Je suis levée depuis une bonne demie-heure, réveillée par la lumière extérieure suite à mon oubli de fermer les volets. Alors j'ai sauté dans mes chaussons, j'ai enfilé mon peignoir et je suis sortie silencieusement de "ma" chambre. Tout est calme dans ce grand appartement, le silence étant uniquement brisé par la petite radio posée sur le frigo dernier cri.

Enfin, quand je dis que tout est calme, c'est sans compter sur les jurons du proprio qui vient visiblement de s'emmêler les pieds dans ses béquilles. Je ne peux m'empêcher de sourire en entendant les noms d'oiseaux en espagnol qui sortent de la bouche de Lucas pendant qu'il s'avance dans le couloir tout en grommelant. Mon sourire s'élargit lorsqu'il pénètre dans la pièce de vie et il ne lui faut que quelques millièmes de secondes pour qu'il m'imite.

- Est-ce que t'es en train de te foutre de ma gueule là ? Je me contente d'acquiescer, le rictus toujours accroché aux lèvres. C'est bien ce que je me disais... Il s'installe sur un tabouret haut, posant sa jambe opérée sur celui d'à côté, comme d'habitude. Tu vas payer, tu sais pas encore quand, ni comment, mais tu vas payer.

Et ça me fait sourire un peu plus parce que c'est si facile avec Lucas, depuis le début. En tout cas depuis mon début. C'est comme s'il avait continué à être le même depuis le soir de la finale. Mêmes blagues, mêmes taquineries, mêmes sourires complices et pour une fois, pas d'inquiétude au fond des yeux. Tout le contraire de Benjamin.

Benjamin se fait du soucis, c'est flagrant. Et je sais que même s'il souhaite le montrer le moins possible, c'est aussi le cas d'Antoine. Alors dans tout ça, les semaines chez Lucas sont une bouffée d'air frais. Il n'hésite pas à me laisser seule lors de ses rendez-vous chez le kiné même s'il insiste toujours sur le fait qu'il garde son téléphone en sonnerie. Il me laisse un minimum d'intimité, et je l'adore encore plus pour ça.

- Comment tu peux être levée aussi tôt alors que je t'ai entendue papoter jusqu'à 2h du matin ? Le regard en coin de Lucas me fait monter le rouge aux joues, ce que je déteste et il le sait très bien. C'était l'appel de qui hier ? Hugo ? Kilian ? Théo ? Youss ?

Mes yeux roulent dans leur orbite pendant que je m'applique à vider le reste de pâte dans la poêle. Mon assiette ressemble plus à la tour de Pise qu'à autre chose, tant le tas est important.
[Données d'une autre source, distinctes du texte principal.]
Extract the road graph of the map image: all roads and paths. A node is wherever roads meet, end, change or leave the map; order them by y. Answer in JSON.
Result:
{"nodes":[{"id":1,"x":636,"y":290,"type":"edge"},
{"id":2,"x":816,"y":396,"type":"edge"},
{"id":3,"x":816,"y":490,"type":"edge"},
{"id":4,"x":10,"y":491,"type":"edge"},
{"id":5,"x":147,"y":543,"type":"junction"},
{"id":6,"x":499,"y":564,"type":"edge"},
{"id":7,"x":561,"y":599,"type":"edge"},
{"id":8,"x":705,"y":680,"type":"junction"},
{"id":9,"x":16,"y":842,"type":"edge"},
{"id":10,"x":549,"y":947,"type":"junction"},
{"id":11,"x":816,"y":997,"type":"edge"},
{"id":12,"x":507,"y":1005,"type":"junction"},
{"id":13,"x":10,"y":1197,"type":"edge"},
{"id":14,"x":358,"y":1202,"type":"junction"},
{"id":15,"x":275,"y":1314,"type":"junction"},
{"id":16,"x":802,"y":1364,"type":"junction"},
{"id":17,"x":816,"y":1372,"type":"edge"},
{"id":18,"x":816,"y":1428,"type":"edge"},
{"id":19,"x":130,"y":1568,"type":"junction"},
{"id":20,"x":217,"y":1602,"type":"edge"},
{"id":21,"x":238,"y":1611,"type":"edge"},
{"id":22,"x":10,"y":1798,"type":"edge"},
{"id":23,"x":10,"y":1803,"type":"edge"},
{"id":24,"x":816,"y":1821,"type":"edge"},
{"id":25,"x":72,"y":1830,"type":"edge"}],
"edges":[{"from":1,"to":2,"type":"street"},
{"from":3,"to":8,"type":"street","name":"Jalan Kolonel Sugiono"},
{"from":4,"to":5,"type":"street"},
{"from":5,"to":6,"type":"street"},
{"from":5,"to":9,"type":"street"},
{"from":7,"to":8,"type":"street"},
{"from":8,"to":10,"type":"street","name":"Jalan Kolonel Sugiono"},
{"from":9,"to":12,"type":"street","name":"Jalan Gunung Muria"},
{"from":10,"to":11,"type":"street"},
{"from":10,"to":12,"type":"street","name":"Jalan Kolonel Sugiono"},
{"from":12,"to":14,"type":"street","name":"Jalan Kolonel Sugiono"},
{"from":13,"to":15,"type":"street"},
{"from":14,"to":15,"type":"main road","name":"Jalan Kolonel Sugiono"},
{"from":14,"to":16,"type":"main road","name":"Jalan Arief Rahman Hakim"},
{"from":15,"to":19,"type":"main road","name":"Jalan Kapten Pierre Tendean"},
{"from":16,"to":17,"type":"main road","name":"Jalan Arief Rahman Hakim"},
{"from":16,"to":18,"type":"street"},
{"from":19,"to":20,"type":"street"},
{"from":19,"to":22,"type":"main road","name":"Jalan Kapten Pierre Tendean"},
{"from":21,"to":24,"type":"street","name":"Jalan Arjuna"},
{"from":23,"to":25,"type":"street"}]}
- C'était Anto. Je n'ai réussi à le dire qu'en murmure, mais je suis certaine qu'il l'a entendu. Et pour preuve, le sourire d'imbécile qui orne son visage.

- Alalala, Griezmann, j'aurais du m'en douter. Son sourire devient plus grand lorsqu'il croise le regard soûlé que je lui lance. Bon après, c'est quoi, la troisième fois de la semaine que vous passez 4h en FaceTime ? C'est normal, t'as fais ça avec tous les joueurs de l'équipe...

Il prend un air innocent tout en attrapant l'assiette que je lui tend, sans oublier de répondre par un doigt d'honneur à mon tirage de langue.

Il est vrai que j'ai passé beaucoup de temps au téléphone avec les membres de l'équipe de France, aussi bien les joueurs que le staff. En général, pas un soir ne passe sans que j'ai eu quelqu'un en visio. Mais Antoine, c'est différent : on s'est appelés presque tous les soirs, sauf quand il avait match ou entrainement. Et à chaque fois, c'était la même chose : le message de l'un ou de l'autre pour savoir si on pouvait s'appeler, le stress lors de la sonnerie et l'envie de ne jamais raccrocher.